Termed by many as the Booster Budget that would help India progress from the 75th to the 100th year of Independence, the Budget focused on moves that would create a long-term growth during the Amrit Kal (i.e, the next 25 years) over short-term relief.

There were no major dhamakedar announcements for the populace as such except for a few ones that stood out. Though the salaried employees, who were waiting for better tax rates and more deductions; MSMEs, and retail sectors, got nothing new, here is everything you need to know about the Budget 2022.

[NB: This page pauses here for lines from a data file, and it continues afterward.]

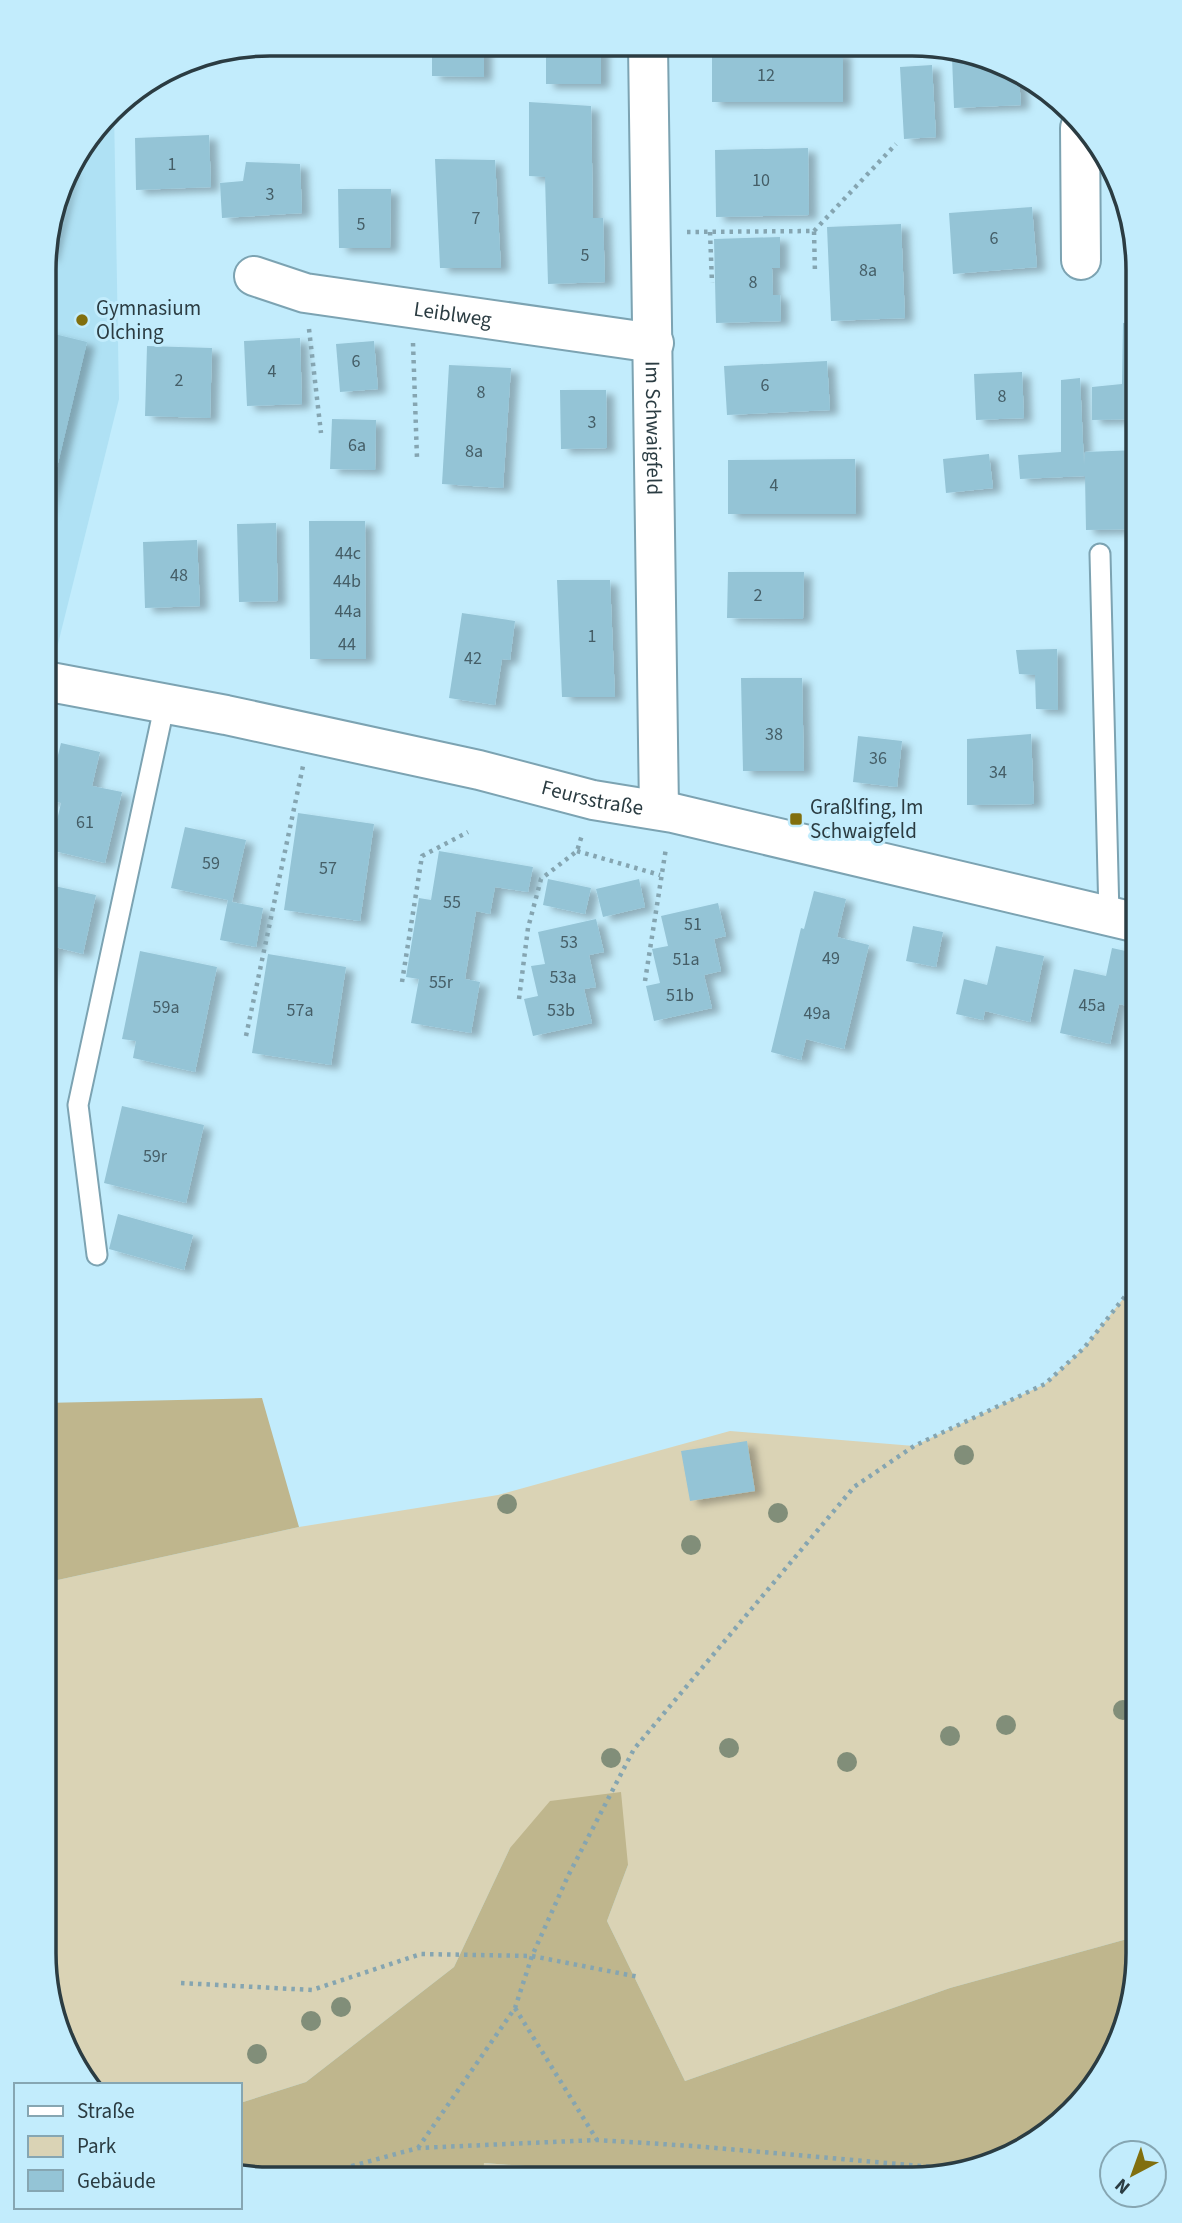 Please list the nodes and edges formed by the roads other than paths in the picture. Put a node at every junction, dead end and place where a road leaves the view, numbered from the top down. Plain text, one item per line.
1 (648, 56) edge
2 (1080, 138) edge
3 (1081, 260) dead end
4 (254, 276) dead end
5 (654, 343) junction
6 (1100, 554) dead end
7 (56, 683) edge
8 (165, 703) junction
9 (666, 812) junction
10 (1123, 920) edge
11 (97, 1255) dead end

1 - 5 street, Im Schwaigfeld
2 - 3 street
4 - 5 street, Leiblweg
5 - 9 street, Im Schwaigfeld
6 - 10 lane
7 - 8 street, Feursstraße
8 - 9 street, Feursstraße
8 - 11 lane
9 - 10 street, Feursstraße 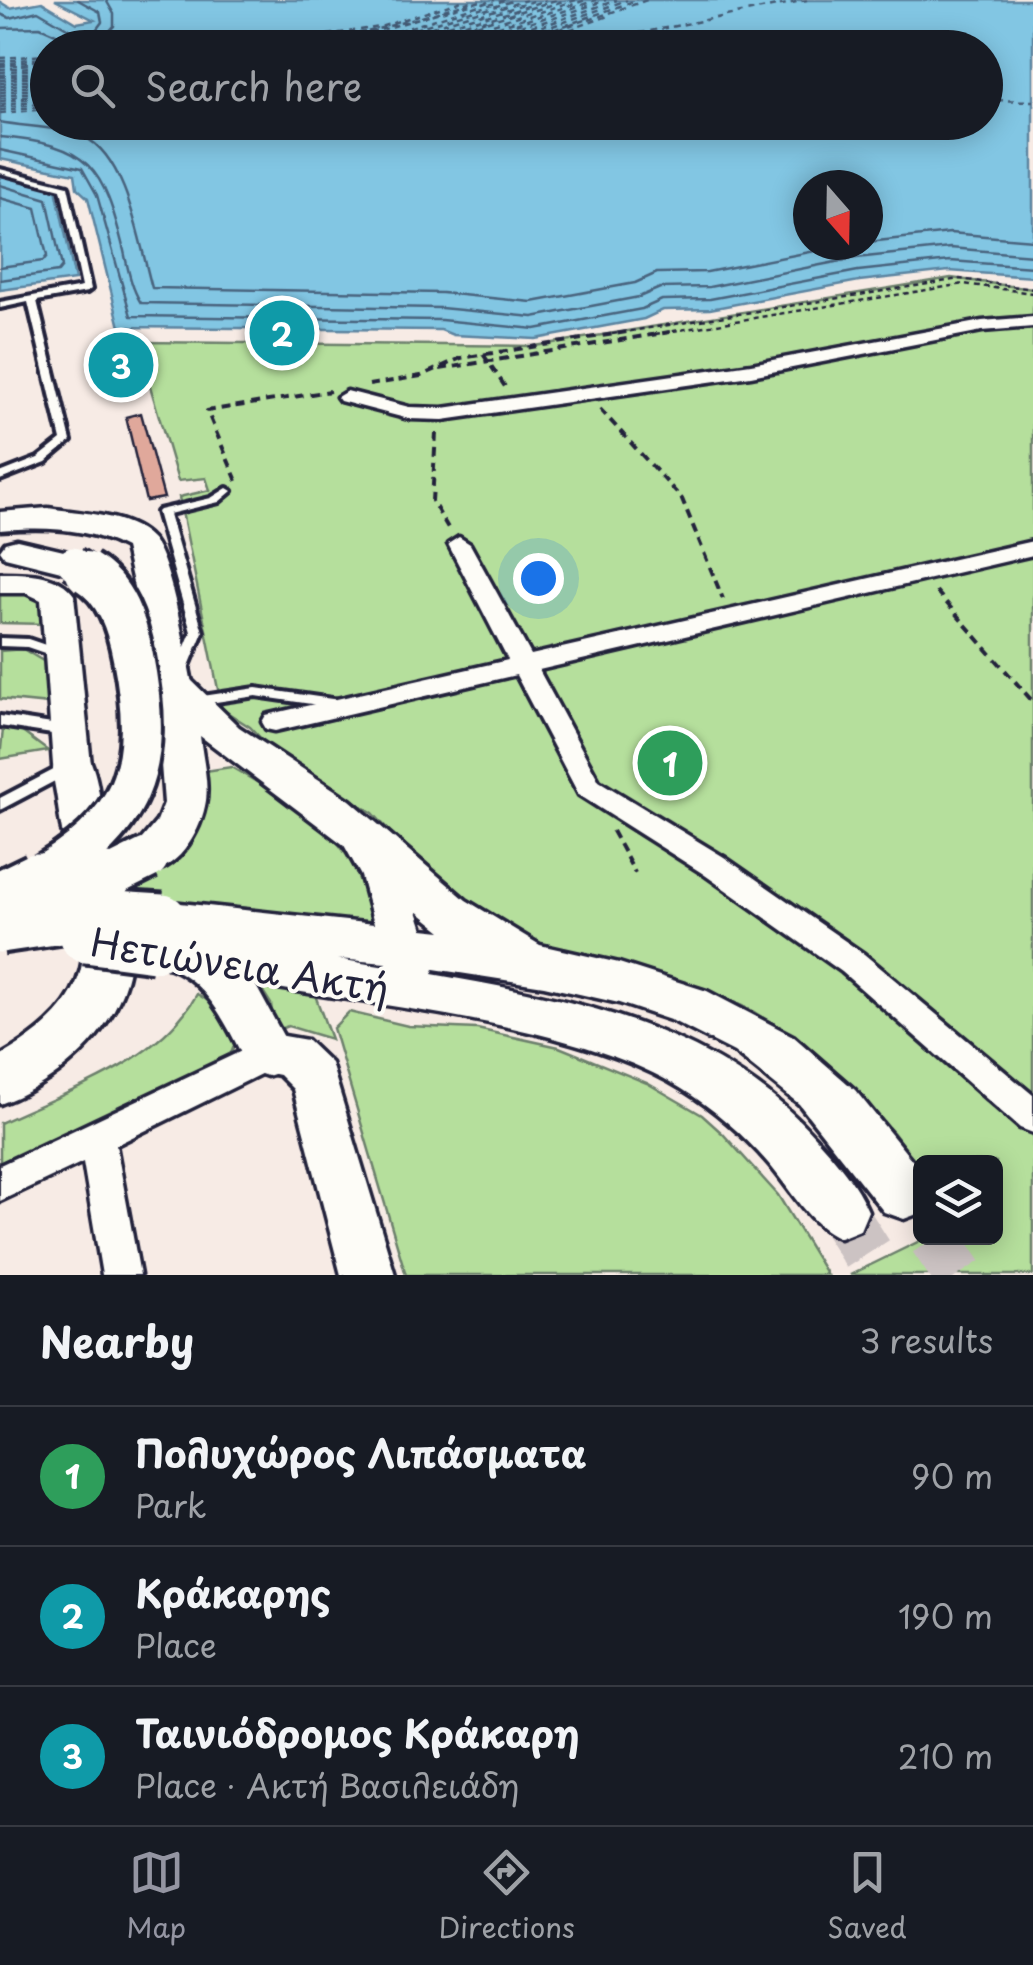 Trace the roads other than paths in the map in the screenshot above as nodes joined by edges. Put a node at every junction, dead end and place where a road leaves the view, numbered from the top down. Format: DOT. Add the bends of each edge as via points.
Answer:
graph roads {
  1 [pos="0,171"];
  2 [pos="32,299"];
  3 [pos="0,304"];
  4 [pos="1033,322"];
  5 [pos="339,394"];
  6 [pos="0,477"];
  7 [pos="232,487"];
  8 [pos="4,538"];
  9 [pos="75,543"];
  10 [pos="460,544"];
  11 [pos="1033,548"];
  12 [pos="0,583"];
  13 [pos="0,642"];
  14 [pos="62,655"];
  15 [pos="524,663"];
  16 [pos="182,695"];
  17 [pos="346,706"];
  18 [pos="0,721"];
  19 [pos="275,722"];
  20 [pos="69,748"];
  21 [pos="0,806"];
  22 [pos="355,827"];
  23 [pos="6,924"];
  24 [pos="168,940"];
  25 [pos="536,966"];
  26 [pos="412,970"];
  27 [pos="267,1054"];
  28 [pos="0,1081"];
  29 [pos="1033,1117"];
  30 [pos="96,1137"];
  31 [pos="0,1184"];
  32 [pos="904,1193"];
  33 [pos="840,1211"];
  34 [pos="121,1275"];
  35 [pos="368,1275"];
  1 -- 2 [label="lane" via="65,188 87,289"];
  2 -- 3 [label="lane"];
  2 -- 6 [label="lane" via="66,441 42,460"];
  4 -- 5 [label="street" via="443,414 409,413"];
  7 -- 16 [label="lane" via="215,500 161,505 197,632"];
  8 -- 9 [label="main road"];
  9 -- 16 [label="street" via="115,530 144,550"];
  9 -- 23 [label="main road, bridge" via="122,609 143,758 129,797 97,835 46,874"];
  10 -- 15 [label="street"];
  11 -- 15 [label="street"];
  12 -- 14 [label="street" via="32,583 57,595"];
  13 -- 14 [label="lane"];
  14 -- 20 [label="street"];
  15 -- 17 [label="street"];
  15 -- 29 [label="street" via="589,788 852,963"];
  16 -- 17 [label="lane" via="256,692"];
  16 -- 22 [label="main road" via="243,750"];
  16 -- 23 [label="main road, bridge" via="184,803 176,828 148,858"];
  17 -- 19 [label="street"];
  18 -- 20 [label="lane"];
  20 -- 21 [label="lane"];
  20 -- 28 [label="main road" via="110,931 104,978 63,1038"];
  22 -- 25 [label="main road" via="450,913"];
  22 -- 26 [label="main road" via="382,875"];
  23 -- 24 [label="main road, Ηετιώνεια Ακτή, bridge" via="59,938"];
  24 -- 26 [label="main road, Ηετιώνεια Ακτή"];
  24 -- 27 [label="main road" via="242,999"];
  25 -- 26 [label="main road"];
  25 -- 32 [label="main road" via="660,996 752,1036 838,1106"];
  26 -- 33 [label="main road" via="674,1060 724,1087 805,1163"];
  27 -- 30 [label="street"];
  27 -- 35 [label="street" via="290,1054 314,1078"];
  30 -- 31 [label="street"];
  30 -- 34 [label="street"];
} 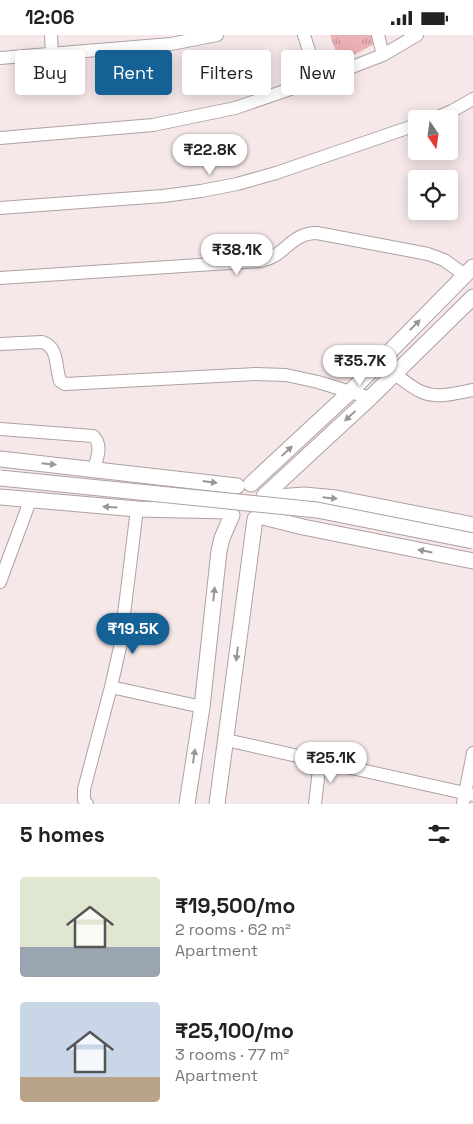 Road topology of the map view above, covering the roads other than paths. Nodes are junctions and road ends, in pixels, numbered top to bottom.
1 (51, 35) edge
2 (217, 35) edge
3 (304, 35) edge
4 (378, 35) edge
5 (417, 35) edge
6 (52, 50) edge
7 (309, 50) edge
8 (85, 51) edge
9 (383, 55) junction
10 (15, 57) edge
11 (0, 58) edge
12 (354, 66) edge
13 (281, 92) edge
14 (473, 99) edge
15 (454, 110) edge
16 (408, 128) edge
17 (0, 138) edge
18 (0, 208) edge
19 (469, 271) edge
20 (0, 278) edge
21 (473, 297) edge
22 (0, 344) edge
23 (395, 374) junction
24 (473, 390) edge
25 (349, 393) junction
26 (370, 399) junction
27 (0, 429) edge
28 (0, 459) edge
29 (94, 469) junction
30 (0, 478) edge
31 (244, 485) junction
32 (0, 497) edge
33 (264, 497) junction
34 (30, 501) junction
35 (137, 509) junction
36 (230, 513) junction
37 (257, 518) junction
38 (473, 525) edge
39 (473, 541) edge
40 (473, 561) edge
41 (0, 582) edge
42 (111, 687) junction
43 (202, 707) junction
44 (226, 740) junction
45 (473, 753) edge
46 (320, 761) junction
47 (467, 798) edge
48 (87, 804) edge
49 (187, 804) edge
50 (217, 804) edge
51 (315, 804) edge

1 - 6 street
2 - 8 street
3 - 7 street
4 - 9 street
5 - 9 street
9 - 12 street
10 - 11 street
13 - 17 street
14 - 15 street
16 - 18 street
19 - 20 street
25 -> 19 main road
21 - 23 main road
22 - 25 street
23 - 24 street
23 - 26 main road
25 - 26 street
31 -> 25 main road
26 -> 33 main road
27 - 29 street
28 -> 29 main road
29 -> 31 main road
30 - 39 main road, bridge
31 - 33 main road
31 - 36 main road
32 - 34 main road
33 - 37 main road
33 -> 38 main road
35 -> 34 main road
34 - 41 street
35 - 36 main road
35 - 42 street
36 - 37 main road
43 -> 36 main road
40 -> 37 main road
37 -> 44 main road
42 - 43 street
42 - 48 street
49 -> 43 main road
44 - 46 street
44 - 50 main road
45 - 47 street
46 - 47 street
46 - 51 street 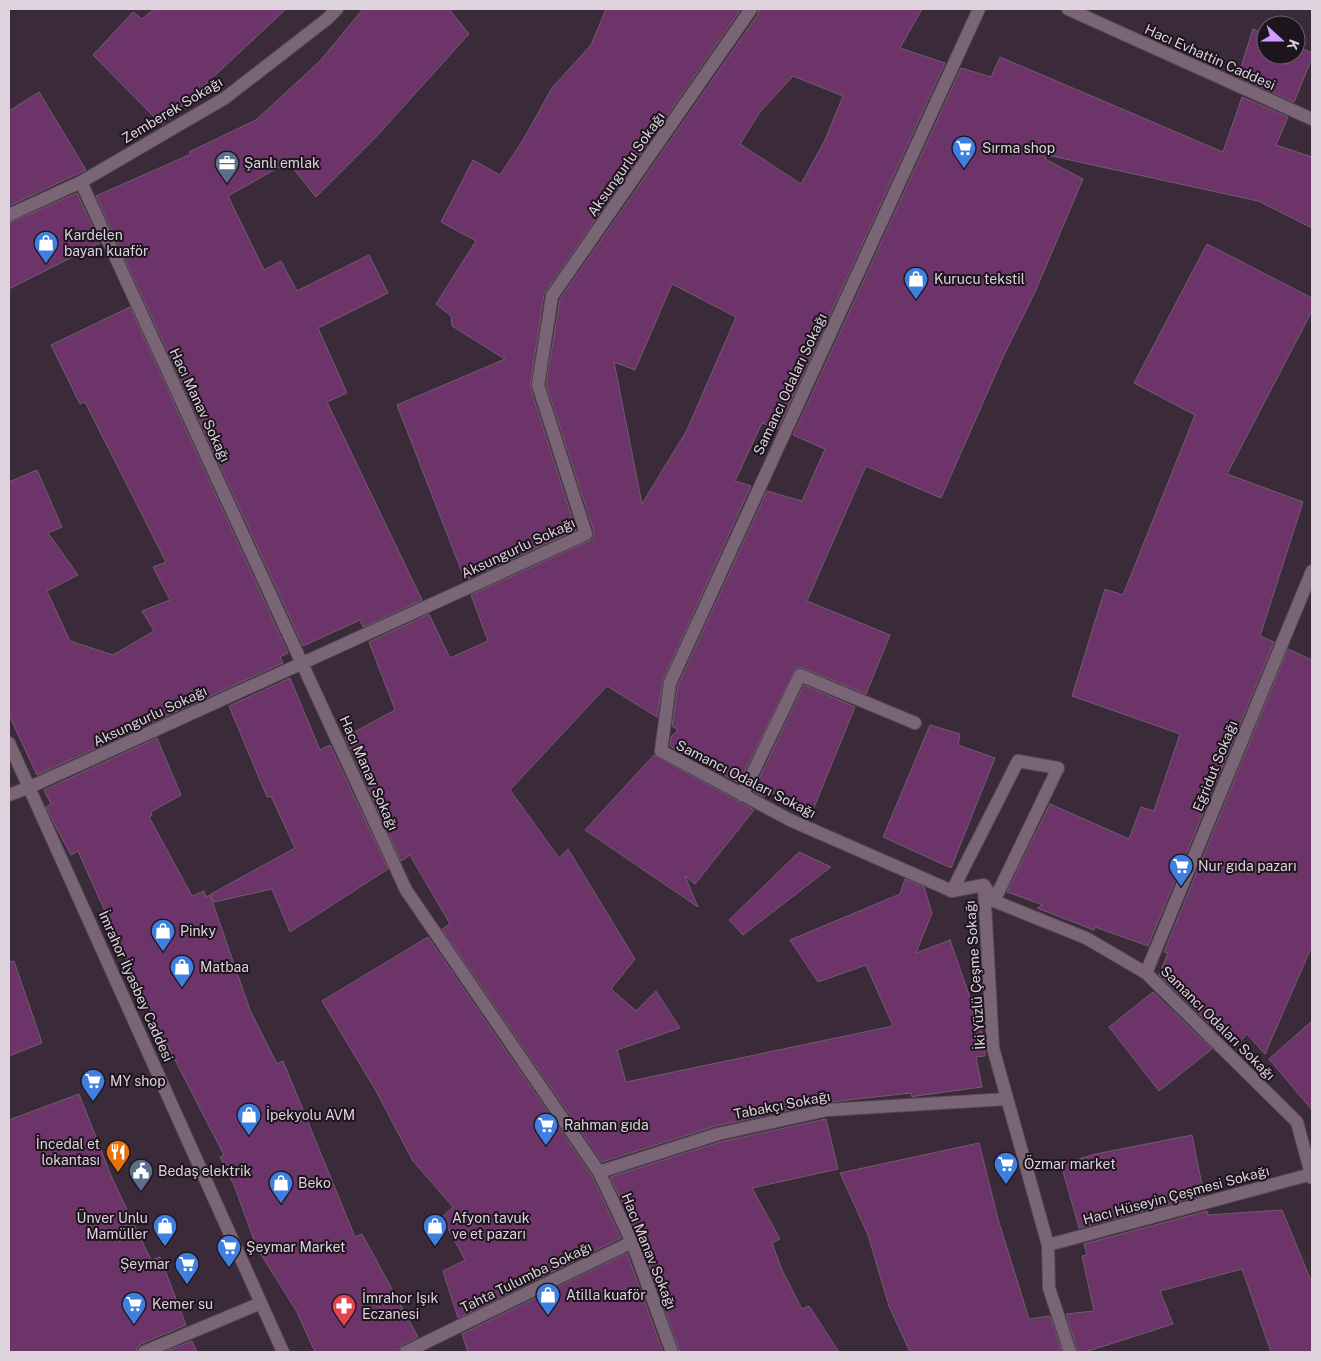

A country’s growth can come from either capital expenditure (Capex) or relief expenditure (Revex) or both. Revexes are a one-time solution and are often temporary, while Capexes are sustainable and long-term measures. Revexes often put money in the hands of people and encourage direct consumption to increase production. Capex facilitates production, self-reliance and self-sufficiency by creating infrastructure which would generate employment, which in turn will stimulate consumption. Both lead to increase in consumption, but Capex ensures a much needed ripple effect that lasts longer. 

The Booster Budget of 2022 completely focuses on Capex in every aspect and sector of the economy. This is in line with PM Modi’s ‘Make In India’ scheme which has focused on self-production and innovation in the past few years, and the momentum for which has continued this year.  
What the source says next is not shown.